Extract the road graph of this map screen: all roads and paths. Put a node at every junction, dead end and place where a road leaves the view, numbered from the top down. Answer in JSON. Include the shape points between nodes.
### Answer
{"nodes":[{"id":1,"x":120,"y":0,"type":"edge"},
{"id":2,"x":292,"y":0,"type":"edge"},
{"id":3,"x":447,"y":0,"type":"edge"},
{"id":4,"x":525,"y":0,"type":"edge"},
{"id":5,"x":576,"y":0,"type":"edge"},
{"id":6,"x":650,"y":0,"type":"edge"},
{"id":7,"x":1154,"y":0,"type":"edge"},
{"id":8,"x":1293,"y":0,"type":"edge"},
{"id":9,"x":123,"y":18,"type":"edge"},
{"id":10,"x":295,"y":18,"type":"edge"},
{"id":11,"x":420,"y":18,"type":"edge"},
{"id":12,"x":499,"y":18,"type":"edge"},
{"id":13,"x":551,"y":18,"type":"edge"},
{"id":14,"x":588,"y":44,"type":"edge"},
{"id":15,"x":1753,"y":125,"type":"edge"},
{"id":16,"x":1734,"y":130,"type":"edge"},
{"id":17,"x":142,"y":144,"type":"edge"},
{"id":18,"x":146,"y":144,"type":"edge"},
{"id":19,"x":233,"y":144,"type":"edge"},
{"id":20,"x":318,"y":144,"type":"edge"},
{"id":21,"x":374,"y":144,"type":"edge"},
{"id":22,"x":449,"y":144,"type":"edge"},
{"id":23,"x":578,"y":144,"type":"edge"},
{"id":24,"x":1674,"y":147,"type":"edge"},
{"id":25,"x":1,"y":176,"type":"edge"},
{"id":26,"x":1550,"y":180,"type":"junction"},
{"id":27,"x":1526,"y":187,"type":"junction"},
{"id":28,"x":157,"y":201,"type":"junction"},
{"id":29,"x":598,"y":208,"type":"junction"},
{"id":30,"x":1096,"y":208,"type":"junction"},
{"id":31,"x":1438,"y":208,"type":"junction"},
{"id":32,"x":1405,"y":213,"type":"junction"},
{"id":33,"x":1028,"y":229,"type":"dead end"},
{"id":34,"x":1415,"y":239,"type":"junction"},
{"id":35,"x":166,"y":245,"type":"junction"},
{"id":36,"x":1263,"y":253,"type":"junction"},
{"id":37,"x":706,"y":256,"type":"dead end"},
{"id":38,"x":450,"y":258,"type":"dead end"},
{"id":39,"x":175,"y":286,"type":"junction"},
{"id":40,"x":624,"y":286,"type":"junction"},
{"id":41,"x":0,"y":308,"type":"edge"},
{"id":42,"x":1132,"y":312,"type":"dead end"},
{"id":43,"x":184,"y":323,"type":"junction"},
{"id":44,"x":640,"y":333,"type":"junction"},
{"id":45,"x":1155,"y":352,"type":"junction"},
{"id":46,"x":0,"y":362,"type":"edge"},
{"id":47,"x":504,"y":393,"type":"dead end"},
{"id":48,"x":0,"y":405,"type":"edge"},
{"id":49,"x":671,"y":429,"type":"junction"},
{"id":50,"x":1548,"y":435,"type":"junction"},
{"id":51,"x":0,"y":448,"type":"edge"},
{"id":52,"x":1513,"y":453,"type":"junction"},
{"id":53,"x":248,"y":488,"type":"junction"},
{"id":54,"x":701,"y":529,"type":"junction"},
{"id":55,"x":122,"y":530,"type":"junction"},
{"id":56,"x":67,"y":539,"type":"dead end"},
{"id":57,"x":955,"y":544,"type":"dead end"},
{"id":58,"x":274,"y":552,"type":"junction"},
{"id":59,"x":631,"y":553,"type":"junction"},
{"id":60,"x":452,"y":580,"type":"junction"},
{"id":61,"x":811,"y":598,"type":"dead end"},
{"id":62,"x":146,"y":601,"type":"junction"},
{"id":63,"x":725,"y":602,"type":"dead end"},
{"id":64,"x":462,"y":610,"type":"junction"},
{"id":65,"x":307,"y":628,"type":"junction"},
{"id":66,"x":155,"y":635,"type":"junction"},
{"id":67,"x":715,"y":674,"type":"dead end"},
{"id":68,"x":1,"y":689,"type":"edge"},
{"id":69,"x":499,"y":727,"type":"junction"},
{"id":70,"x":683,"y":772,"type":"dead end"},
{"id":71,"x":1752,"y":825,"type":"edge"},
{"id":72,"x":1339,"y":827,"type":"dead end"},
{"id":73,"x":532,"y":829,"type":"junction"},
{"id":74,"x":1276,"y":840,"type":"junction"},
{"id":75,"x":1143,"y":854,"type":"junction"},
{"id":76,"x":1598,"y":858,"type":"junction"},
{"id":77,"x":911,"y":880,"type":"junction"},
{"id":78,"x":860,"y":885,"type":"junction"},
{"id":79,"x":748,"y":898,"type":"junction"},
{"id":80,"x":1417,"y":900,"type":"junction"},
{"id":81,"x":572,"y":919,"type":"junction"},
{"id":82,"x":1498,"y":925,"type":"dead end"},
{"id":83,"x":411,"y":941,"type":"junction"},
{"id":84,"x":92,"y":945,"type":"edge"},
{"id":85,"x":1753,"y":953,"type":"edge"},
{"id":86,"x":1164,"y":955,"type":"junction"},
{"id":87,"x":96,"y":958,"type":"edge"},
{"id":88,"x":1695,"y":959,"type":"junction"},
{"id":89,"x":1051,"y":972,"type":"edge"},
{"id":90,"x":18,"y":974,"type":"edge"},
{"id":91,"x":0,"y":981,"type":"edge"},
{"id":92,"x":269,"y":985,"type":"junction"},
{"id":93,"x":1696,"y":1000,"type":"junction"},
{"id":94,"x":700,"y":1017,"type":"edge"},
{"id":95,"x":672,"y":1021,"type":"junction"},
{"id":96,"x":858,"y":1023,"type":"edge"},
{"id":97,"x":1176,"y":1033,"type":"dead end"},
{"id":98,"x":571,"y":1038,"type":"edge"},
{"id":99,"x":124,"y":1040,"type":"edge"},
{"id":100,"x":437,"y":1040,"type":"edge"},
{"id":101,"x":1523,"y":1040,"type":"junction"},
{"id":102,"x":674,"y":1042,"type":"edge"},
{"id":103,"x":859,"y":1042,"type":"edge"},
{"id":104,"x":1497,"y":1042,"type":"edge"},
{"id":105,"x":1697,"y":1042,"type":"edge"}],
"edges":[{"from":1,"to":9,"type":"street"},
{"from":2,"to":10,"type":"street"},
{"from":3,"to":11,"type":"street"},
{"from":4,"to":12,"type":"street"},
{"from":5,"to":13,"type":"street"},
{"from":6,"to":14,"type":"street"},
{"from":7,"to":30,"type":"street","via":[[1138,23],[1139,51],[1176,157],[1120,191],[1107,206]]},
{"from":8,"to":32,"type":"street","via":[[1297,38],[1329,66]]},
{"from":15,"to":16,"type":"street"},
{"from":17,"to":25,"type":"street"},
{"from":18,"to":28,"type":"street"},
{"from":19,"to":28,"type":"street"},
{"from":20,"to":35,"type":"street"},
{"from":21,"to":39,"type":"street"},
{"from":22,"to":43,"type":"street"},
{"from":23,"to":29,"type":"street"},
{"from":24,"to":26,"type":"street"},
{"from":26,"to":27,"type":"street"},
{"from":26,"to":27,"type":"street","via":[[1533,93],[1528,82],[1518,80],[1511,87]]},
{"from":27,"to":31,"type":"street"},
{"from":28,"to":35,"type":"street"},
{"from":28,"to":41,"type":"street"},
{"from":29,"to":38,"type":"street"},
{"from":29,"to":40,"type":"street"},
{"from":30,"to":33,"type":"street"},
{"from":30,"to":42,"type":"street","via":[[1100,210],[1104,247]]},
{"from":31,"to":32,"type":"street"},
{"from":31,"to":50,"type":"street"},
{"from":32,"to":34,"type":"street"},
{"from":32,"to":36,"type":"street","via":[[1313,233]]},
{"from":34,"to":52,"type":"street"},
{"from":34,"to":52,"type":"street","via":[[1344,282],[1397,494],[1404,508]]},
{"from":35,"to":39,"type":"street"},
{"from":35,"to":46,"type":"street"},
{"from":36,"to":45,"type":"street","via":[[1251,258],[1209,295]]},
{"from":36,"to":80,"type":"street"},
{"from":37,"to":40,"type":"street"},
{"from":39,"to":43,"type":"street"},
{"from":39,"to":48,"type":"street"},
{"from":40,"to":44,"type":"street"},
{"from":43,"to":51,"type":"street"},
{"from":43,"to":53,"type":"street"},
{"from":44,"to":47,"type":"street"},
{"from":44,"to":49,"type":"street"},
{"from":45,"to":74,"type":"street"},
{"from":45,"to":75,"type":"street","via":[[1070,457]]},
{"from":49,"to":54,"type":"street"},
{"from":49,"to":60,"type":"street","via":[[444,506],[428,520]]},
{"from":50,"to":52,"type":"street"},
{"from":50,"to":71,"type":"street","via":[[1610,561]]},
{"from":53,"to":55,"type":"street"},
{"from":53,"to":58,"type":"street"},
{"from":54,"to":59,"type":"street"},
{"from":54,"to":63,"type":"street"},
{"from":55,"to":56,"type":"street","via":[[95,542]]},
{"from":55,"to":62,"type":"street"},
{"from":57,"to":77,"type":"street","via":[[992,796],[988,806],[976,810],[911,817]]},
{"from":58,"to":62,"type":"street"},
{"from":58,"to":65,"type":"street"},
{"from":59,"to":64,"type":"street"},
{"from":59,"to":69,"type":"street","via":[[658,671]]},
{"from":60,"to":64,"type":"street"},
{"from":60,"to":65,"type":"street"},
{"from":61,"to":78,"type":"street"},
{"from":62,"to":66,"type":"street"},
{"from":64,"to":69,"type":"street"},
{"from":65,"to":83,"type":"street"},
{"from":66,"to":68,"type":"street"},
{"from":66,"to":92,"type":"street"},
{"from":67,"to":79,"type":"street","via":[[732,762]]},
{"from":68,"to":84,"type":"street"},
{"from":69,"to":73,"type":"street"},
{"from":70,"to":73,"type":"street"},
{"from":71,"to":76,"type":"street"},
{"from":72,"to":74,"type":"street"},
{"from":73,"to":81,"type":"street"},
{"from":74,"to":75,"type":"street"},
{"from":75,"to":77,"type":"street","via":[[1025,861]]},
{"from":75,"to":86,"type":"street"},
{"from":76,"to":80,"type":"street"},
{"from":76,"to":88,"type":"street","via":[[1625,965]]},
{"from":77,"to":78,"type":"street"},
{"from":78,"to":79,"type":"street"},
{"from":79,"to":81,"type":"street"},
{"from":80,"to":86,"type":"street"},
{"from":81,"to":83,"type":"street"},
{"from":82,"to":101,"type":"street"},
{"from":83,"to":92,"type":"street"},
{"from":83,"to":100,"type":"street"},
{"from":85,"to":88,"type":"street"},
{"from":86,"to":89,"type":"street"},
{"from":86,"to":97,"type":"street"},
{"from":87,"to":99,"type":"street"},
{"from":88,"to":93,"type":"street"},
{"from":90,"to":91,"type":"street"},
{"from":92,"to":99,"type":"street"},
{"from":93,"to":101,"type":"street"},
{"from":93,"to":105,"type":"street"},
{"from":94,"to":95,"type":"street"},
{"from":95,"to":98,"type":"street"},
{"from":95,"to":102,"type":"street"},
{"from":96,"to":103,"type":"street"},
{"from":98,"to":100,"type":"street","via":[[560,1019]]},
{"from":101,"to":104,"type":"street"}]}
════════════════
## Task prompt
Show, from the listing above, every line holding the word "Answer".

## Expected output
Extract the road graph of this map screen: all roads and paths. Put a node at every junction, dead end and place where a road leaves the view, numbered from the top down. Answer in JSON. Include the shape points between nodes.
### Answer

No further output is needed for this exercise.